▶ _What is required_: Please quote exactly the lines below from the line containing "pinky tip: (382, 292)" to the line containing "ring dip: (670, 211)", both lines included, and nothing else.

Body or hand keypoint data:
* * *

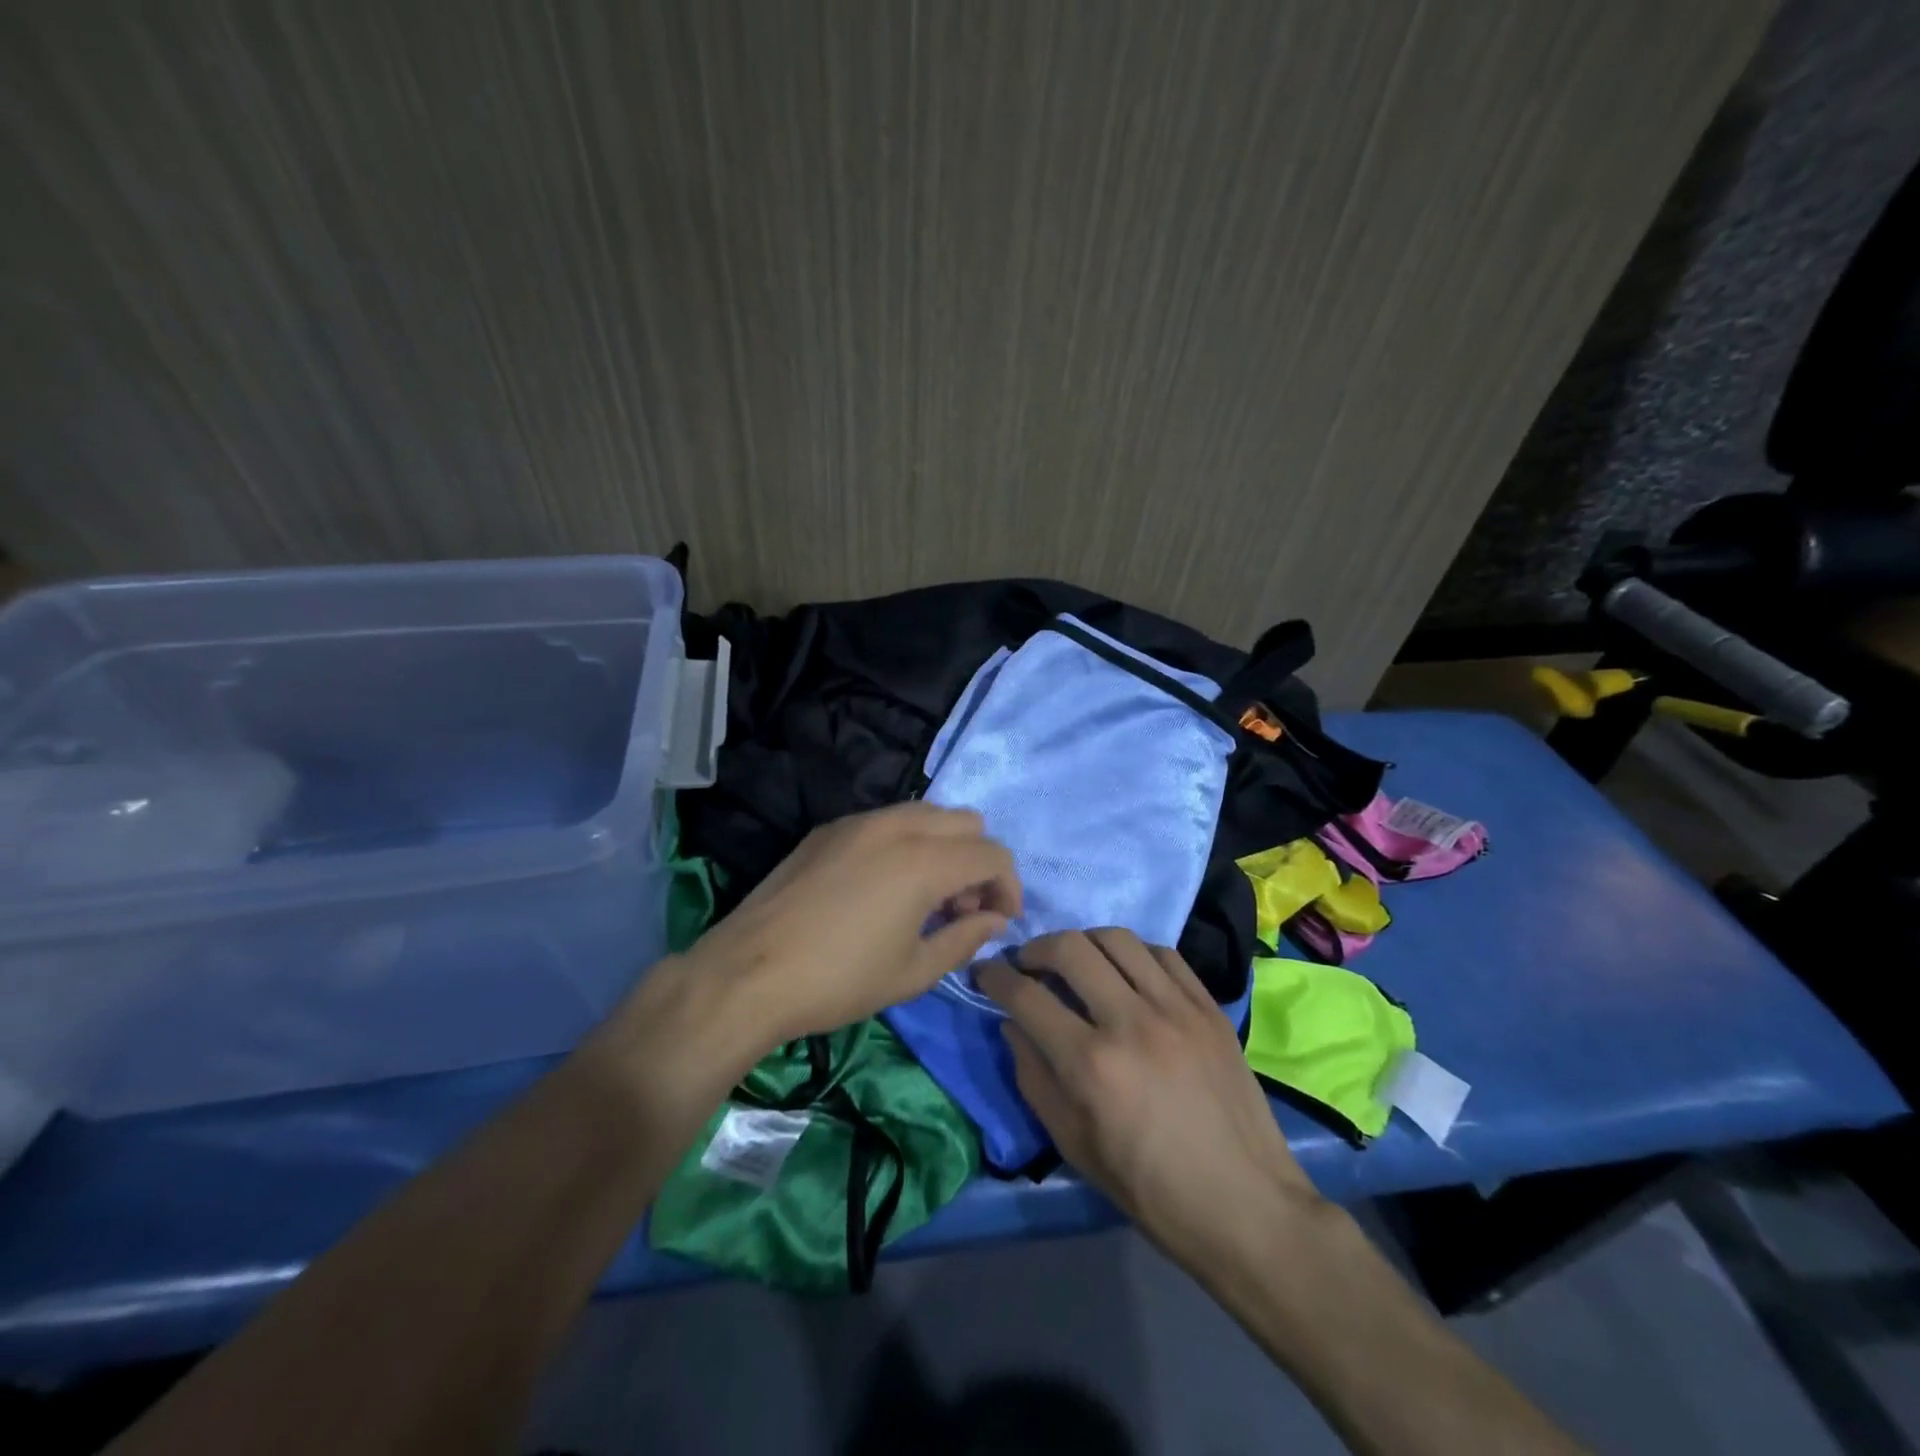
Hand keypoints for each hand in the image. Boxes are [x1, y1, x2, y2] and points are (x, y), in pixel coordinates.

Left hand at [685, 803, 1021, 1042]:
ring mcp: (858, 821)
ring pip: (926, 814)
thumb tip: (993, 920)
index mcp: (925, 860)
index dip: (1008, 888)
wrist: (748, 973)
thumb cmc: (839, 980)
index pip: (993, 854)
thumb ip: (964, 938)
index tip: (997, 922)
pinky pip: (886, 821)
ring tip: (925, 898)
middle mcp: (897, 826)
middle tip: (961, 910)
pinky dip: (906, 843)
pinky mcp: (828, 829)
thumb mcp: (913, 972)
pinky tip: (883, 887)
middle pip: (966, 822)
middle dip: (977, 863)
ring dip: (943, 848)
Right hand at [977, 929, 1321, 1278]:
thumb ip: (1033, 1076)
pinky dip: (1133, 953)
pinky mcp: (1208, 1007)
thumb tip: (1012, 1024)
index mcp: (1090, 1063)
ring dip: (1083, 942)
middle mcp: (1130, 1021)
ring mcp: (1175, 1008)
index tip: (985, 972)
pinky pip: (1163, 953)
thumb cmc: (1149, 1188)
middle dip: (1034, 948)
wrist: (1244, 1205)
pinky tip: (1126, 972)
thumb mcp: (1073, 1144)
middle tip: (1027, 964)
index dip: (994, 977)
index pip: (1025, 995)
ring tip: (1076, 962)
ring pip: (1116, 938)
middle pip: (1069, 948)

* * *

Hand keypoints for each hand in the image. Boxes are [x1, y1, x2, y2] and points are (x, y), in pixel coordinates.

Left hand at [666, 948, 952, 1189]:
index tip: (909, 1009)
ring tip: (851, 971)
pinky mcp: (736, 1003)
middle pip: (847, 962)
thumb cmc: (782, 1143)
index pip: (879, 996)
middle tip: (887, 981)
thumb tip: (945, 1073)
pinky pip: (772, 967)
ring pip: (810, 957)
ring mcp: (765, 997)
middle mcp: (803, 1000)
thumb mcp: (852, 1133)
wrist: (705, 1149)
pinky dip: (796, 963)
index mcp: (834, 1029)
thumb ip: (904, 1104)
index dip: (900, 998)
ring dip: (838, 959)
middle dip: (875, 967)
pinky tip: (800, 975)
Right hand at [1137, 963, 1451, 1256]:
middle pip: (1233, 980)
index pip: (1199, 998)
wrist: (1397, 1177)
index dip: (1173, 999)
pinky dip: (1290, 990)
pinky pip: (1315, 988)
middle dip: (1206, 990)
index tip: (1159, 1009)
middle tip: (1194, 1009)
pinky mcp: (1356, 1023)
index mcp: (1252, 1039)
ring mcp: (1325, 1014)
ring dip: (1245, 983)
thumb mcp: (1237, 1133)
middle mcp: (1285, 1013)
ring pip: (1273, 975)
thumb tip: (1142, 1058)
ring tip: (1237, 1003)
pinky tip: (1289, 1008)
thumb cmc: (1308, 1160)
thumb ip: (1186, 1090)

* * *

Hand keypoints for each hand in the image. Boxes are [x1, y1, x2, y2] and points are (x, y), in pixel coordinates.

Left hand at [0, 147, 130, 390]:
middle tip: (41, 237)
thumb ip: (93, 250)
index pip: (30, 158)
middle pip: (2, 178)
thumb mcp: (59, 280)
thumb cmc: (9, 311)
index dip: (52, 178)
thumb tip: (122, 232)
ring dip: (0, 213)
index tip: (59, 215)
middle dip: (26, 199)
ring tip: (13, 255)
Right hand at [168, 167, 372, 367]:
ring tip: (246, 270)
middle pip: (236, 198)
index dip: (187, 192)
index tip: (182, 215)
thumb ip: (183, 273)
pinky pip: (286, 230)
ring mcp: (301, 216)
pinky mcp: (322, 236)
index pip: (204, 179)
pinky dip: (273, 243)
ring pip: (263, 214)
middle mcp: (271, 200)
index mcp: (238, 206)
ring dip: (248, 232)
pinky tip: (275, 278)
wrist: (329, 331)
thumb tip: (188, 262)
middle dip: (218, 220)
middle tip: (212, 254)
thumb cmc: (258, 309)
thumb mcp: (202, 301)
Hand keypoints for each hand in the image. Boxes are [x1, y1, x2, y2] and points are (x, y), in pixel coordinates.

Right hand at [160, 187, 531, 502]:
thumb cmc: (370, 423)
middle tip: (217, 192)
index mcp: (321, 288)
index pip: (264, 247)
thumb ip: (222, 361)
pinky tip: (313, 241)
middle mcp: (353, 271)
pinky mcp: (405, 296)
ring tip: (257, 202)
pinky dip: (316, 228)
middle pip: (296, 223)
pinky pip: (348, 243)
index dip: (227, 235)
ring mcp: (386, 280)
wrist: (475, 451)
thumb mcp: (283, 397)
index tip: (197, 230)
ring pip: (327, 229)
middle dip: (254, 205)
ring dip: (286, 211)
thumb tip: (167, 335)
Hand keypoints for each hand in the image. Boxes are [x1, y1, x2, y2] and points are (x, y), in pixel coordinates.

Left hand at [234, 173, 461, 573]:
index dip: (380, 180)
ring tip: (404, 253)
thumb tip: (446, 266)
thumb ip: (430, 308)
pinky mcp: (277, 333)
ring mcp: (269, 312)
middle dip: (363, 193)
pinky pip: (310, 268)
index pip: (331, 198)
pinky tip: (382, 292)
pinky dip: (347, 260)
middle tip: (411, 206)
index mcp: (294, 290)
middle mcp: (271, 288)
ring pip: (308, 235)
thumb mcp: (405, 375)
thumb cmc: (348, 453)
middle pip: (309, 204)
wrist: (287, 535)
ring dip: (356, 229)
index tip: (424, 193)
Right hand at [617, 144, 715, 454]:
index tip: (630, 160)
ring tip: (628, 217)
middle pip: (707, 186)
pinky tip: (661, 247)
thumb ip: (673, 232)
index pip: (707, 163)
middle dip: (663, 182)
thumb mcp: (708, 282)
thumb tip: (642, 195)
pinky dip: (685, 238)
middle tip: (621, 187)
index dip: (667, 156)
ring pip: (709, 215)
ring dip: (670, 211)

* * *

▶ _Task response_:
pinky tip: (382, 292)
pinky dip: (347, 260)
middle tip: (411, 206)
index mcp: (294, 290)
middle mcp: (271, 288)
ring pip: (308, 235)
thumb mcp: (405, 375)
thumb cmc: (348, 453)
middle pip: (309, 204)
wrist: (287, 535)
ring dip: (356, 229)
index tip: (424, 193)
Right hand at [617, 144, 715, 454]:
index tip: (630, 160)
ring tip: (628, 217)
middle pip: (707, 186)
pinky tip: (661, 247)
thumb ip: (673, 232)
index pip: (707, 163)
middle dip: (663, 182)
thumb mcp: (708, 282)
thumb tip: (642, 195)
pinky dip: (685, 238)
middle tip: (621, 187)
index dip: (667, 156)
ring pip: (709, 215)
ring dip: (670, 211)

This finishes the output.